BEGIN

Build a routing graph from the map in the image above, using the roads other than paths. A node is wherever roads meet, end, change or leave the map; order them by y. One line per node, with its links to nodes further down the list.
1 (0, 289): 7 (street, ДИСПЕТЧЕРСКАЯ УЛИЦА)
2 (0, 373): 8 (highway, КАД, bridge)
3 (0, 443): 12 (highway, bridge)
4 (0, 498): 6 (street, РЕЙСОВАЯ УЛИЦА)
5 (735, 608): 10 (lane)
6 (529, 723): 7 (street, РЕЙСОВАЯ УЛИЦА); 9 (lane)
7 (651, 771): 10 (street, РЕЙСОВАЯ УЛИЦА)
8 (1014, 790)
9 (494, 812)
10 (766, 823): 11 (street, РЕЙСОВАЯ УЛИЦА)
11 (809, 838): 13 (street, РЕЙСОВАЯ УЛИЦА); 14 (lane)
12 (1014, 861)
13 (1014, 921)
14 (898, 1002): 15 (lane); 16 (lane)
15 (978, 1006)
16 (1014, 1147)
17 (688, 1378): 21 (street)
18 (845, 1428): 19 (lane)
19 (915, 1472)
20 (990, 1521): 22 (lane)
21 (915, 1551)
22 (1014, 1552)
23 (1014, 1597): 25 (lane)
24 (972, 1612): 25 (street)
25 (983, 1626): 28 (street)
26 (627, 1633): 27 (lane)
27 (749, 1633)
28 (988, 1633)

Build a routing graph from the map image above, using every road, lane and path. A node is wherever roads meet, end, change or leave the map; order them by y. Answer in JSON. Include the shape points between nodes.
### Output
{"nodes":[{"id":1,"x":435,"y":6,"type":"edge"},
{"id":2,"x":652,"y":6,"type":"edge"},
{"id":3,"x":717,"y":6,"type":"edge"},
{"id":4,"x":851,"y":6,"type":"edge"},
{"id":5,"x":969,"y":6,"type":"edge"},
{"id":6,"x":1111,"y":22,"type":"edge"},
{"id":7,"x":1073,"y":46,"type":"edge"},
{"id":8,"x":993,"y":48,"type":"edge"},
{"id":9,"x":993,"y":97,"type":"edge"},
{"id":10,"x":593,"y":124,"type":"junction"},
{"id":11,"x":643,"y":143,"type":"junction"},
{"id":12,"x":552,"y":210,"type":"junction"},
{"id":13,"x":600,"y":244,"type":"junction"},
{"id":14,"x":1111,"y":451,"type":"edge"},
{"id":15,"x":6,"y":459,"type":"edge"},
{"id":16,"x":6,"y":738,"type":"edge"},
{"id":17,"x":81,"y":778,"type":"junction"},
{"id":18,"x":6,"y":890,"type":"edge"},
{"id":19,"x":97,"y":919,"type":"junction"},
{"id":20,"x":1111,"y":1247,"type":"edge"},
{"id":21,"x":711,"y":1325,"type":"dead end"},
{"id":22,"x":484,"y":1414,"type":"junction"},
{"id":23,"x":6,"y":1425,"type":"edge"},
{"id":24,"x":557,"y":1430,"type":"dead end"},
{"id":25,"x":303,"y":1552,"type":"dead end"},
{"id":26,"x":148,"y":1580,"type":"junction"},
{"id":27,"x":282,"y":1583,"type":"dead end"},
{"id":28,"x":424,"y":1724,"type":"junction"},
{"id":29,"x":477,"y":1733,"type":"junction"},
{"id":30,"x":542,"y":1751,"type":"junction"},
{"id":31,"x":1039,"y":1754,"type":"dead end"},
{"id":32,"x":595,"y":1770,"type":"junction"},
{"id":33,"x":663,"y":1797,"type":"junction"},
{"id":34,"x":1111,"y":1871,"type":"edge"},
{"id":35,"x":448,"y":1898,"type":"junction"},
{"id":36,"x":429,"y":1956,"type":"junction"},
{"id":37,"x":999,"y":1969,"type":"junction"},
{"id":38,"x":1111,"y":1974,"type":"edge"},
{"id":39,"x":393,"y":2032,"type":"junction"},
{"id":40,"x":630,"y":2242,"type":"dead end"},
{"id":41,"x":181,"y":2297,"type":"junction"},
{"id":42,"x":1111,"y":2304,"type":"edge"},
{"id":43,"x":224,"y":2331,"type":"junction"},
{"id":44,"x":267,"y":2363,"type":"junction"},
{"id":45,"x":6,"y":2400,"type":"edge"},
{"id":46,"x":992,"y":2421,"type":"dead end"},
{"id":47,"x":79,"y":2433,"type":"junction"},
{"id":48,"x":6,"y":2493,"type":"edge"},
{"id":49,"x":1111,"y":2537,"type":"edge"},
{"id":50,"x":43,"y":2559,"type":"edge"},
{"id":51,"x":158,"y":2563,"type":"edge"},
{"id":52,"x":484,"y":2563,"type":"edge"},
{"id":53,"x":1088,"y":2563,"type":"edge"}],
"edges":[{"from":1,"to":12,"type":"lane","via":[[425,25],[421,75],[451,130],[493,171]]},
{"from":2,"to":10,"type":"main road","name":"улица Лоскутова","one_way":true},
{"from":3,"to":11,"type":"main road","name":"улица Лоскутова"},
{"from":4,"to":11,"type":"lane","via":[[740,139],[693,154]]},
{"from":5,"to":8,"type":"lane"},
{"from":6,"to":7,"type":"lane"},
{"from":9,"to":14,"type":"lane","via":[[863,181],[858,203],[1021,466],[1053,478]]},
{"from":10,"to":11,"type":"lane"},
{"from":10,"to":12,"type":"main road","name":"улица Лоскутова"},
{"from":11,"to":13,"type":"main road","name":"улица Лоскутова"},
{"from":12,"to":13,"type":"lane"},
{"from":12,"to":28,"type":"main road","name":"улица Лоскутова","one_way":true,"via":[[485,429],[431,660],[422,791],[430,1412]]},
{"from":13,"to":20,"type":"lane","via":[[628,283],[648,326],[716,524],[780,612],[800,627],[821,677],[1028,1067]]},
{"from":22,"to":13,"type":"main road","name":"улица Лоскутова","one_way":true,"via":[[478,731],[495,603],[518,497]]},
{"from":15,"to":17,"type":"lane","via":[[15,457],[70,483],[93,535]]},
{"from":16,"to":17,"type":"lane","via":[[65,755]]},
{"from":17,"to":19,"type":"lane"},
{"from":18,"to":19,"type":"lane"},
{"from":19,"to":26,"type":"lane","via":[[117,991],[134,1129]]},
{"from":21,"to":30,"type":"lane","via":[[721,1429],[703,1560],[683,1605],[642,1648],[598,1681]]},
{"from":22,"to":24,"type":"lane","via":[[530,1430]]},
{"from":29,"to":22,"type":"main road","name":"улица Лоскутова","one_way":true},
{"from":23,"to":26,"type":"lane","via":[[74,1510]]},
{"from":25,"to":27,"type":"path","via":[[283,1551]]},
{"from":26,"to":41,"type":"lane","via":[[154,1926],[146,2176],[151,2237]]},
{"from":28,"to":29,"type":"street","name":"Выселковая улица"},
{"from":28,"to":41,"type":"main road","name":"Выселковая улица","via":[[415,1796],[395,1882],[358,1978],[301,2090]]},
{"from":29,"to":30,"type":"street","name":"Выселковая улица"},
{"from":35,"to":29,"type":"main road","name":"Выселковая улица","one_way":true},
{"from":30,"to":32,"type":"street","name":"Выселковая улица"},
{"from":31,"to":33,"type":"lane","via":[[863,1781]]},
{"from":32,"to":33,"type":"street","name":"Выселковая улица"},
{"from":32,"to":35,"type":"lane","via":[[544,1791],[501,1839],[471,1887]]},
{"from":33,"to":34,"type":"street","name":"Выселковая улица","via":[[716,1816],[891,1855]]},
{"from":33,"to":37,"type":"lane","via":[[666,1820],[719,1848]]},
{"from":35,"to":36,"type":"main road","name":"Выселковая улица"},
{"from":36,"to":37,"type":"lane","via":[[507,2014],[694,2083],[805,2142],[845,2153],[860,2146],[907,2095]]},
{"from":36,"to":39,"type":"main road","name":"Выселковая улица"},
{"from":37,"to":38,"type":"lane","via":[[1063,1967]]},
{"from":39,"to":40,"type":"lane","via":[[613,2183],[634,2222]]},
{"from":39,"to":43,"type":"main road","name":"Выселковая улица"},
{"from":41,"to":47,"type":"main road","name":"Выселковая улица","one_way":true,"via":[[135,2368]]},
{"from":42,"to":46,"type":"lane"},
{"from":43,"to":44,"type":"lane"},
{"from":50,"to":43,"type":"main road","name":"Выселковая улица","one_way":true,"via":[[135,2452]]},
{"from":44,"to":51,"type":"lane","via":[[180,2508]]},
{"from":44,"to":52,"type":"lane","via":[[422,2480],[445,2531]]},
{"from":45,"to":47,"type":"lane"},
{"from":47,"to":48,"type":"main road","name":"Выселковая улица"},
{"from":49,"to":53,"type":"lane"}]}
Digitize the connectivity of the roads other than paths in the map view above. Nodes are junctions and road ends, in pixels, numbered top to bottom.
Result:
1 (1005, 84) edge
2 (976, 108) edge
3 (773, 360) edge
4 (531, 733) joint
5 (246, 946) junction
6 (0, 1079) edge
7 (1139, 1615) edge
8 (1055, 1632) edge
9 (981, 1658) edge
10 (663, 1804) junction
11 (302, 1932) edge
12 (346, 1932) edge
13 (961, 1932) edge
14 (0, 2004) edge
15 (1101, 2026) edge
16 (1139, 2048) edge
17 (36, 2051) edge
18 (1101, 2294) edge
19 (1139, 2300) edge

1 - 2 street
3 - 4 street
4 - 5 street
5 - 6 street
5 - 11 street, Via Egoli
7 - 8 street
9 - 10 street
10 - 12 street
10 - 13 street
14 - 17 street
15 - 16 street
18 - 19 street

END

- _Exercise_
Return every line of the data above in which "image" appears.

- _Answer space_
Build a routing graph from the map in the image above, using the roads other than paths. A node is wherever roads meet, end, change or leave the map; order them by y. One line per node, with its links to nodes further down the list.
Build a routing graph from the map image above, using every road, lane and path. A node is wherever roads meet, end, change or leave the map; order them by y. Answer in JSON. Include the shape points between nodes.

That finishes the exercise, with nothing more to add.